### [Instructions for the task]
Among the entries below, take the line with "Road topology of" and the line with "Turn all roads", and output them and every line between them exactly, with nothing else.

[Records drawn from a dataset]

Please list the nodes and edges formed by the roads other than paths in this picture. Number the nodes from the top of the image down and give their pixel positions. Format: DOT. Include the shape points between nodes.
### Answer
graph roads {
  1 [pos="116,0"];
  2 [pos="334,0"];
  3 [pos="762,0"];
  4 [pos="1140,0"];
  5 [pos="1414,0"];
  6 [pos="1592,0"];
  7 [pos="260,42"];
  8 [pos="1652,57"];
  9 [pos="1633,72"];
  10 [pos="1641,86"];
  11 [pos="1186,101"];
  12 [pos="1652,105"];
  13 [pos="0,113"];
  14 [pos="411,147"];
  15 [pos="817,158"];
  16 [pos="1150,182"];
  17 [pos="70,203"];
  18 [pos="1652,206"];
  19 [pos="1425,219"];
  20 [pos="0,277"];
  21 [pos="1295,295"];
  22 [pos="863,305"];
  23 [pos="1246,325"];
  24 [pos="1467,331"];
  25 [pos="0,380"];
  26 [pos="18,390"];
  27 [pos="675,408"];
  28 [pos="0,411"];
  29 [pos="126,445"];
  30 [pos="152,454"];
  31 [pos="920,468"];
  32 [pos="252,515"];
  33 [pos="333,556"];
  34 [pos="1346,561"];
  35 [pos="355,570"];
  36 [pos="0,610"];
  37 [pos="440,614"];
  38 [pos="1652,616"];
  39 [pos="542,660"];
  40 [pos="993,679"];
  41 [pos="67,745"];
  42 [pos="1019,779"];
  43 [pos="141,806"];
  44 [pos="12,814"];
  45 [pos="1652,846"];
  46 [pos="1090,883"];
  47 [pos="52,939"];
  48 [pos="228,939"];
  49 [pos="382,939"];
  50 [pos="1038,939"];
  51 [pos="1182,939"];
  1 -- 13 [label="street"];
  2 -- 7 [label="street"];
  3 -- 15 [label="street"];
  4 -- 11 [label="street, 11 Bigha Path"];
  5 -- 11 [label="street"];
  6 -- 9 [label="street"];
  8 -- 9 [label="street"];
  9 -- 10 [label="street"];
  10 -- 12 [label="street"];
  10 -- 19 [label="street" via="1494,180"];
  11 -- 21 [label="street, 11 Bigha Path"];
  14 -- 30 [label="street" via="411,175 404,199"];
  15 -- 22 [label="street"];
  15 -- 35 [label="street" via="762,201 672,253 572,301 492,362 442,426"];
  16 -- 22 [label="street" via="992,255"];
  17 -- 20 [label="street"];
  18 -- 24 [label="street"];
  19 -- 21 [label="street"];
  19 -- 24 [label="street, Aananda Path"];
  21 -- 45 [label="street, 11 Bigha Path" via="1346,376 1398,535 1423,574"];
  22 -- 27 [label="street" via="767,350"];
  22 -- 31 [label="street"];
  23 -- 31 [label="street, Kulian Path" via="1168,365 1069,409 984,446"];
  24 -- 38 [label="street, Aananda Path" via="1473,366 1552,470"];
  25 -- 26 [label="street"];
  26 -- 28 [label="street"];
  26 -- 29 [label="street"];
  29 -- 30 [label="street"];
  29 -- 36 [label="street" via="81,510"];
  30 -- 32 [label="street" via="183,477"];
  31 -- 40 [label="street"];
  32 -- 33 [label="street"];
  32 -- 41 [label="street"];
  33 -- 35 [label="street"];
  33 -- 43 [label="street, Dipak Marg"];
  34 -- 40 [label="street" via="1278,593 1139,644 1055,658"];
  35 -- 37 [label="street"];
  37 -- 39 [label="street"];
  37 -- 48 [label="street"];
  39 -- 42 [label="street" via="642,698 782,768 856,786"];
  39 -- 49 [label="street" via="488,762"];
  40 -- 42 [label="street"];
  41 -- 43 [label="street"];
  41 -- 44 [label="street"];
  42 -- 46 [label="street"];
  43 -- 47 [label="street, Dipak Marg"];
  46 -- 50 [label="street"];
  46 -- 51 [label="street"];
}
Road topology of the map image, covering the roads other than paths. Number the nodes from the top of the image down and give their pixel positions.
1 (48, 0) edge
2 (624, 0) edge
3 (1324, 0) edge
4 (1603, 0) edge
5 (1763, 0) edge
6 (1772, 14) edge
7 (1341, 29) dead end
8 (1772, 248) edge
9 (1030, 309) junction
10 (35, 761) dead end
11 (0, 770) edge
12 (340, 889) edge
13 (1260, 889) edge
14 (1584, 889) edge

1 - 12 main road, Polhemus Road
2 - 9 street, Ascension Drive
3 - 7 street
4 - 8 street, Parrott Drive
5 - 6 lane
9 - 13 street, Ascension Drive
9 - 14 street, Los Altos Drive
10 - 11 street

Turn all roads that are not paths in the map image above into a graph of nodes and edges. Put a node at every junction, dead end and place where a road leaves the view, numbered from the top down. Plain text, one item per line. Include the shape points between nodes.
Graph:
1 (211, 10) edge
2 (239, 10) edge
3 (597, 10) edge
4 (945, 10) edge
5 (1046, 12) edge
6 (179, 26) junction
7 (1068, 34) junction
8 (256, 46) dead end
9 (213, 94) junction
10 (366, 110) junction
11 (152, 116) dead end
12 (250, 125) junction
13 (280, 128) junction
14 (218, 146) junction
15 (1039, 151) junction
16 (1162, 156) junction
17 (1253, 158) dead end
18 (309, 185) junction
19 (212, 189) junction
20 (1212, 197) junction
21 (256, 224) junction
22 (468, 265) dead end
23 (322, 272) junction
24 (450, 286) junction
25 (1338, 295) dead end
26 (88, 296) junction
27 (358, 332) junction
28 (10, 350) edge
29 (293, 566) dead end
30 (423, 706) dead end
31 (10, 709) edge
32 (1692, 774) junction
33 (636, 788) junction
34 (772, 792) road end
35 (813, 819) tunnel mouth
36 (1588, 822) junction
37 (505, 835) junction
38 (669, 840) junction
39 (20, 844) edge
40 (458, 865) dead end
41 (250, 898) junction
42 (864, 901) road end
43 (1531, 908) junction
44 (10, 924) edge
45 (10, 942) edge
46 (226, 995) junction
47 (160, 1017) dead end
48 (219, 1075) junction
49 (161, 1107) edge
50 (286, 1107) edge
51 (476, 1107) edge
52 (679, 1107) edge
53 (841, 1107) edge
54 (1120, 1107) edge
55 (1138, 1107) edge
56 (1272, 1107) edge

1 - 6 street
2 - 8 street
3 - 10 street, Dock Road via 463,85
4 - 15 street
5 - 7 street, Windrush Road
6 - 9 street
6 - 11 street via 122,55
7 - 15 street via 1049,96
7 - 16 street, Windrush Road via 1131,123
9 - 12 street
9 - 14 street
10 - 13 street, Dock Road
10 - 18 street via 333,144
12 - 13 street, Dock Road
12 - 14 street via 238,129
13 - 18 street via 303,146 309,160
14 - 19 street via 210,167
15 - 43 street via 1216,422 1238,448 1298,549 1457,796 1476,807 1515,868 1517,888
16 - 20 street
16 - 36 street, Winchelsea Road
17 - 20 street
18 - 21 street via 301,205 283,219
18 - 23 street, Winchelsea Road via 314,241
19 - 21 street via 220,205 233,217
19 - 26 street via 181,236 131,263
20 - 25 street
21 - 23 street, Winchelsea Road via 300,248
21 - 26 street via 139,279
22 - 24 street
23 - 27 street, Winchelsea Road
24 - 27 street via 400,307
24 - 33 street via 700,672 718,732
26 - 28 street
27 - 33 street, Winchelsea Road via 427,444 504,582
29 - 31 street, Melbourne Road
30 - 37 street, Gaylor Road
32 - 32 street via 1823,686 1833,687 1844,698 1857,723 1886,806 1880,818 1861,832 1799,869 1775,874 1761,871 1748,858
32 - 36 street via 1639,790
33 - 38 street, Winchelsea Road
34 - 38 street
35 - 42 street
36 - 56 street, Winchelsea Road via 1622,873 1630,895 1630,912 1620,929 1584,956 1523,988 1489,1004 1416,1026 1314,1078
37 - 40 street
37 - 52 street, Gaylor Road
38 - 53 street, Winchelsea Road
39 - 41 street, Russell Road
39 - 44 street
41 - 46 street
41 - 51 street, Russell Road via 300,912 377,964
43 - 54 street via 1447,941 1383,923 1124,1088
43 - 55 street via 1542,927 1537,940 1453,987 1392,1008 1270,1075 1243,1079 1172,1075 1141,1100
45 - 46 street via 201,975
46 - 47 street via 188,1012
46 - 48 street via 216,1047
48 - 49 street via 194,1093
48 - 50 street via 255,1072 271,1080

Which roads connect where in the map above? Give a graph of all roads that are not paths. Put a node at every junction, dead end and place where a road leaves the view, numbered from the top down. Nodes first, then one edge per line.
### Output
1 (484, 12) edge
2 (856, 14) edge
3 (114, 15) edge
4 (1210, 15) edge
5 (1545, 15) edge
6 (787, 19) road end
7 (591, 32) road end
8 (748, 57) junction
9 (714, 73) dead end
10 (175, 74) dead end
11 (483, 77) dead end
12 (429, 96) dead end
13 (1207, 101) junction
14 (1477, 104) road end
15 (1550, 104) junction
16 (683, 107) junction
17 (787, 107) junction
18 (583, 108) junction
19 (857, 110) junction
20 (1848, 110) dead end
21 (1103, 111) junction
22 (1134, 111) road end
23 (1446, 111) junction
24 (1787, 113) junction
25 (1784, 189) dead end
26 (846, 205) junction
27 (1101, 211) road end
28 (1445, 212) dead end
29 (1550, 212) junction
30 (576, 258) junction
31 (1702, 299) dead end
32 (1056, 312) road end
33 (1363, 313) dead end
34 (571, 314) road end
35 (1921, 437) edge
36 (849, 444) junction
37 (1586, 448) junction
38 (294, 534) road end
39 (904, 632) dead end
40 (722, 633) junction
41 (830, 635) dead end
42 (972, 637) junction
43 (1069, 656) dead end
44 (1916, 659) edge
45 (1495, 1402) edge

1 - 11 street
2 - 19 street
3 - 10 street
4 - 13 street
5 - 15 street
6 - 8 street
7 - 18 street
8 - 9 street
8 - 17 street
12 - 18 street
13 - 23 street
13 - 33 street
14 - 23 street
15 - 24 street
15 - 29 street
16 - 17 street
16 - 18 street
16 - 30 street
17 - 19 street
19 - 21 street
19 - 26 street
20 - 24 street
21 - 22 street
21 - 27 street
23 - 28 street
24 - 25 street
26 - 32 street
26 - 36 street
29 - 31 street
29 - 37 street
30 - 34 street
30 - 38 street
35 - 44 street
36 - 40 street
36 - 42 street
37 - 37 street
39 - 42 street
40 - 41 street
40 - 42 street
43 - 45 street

### [Task response]
Road topology of the map image, covering the roads other than paths. Number the nodes from the top of the image down and give their pixel positions.
1 (48, 0) edge
2 (624, 0) edge
3 (1324, 0) edge
4 (1603, 0) edge
5 (1763, 0) edge
6 (1772, 14) edge
7 (1341, 29) dead end
8 (1772, 248) edge
9 (1030, 309) junction
10 (35, 761) dead end
11 (0, 770) edge
12 (340, 889) edge
13 (1260, 889) edge
14 (1584, 889) edge

1 - 12 main road, Polhemus Road
2 - 9 street, Ascension Drive
3 - 7 street
4 - 8 street, Parrott Drive
5 - 6 lane
9 - 13 street, Ascension Drive
9 - 14 street, Los Altos Drive
10 - 11 street

Turn all roads that are not paths in the map image above into a graph of nodes and edges. Put a node at every junction, dead end and place where a road leaves the view, numbered from the top down. Plain text, one item per line. Include the shape points between nodes.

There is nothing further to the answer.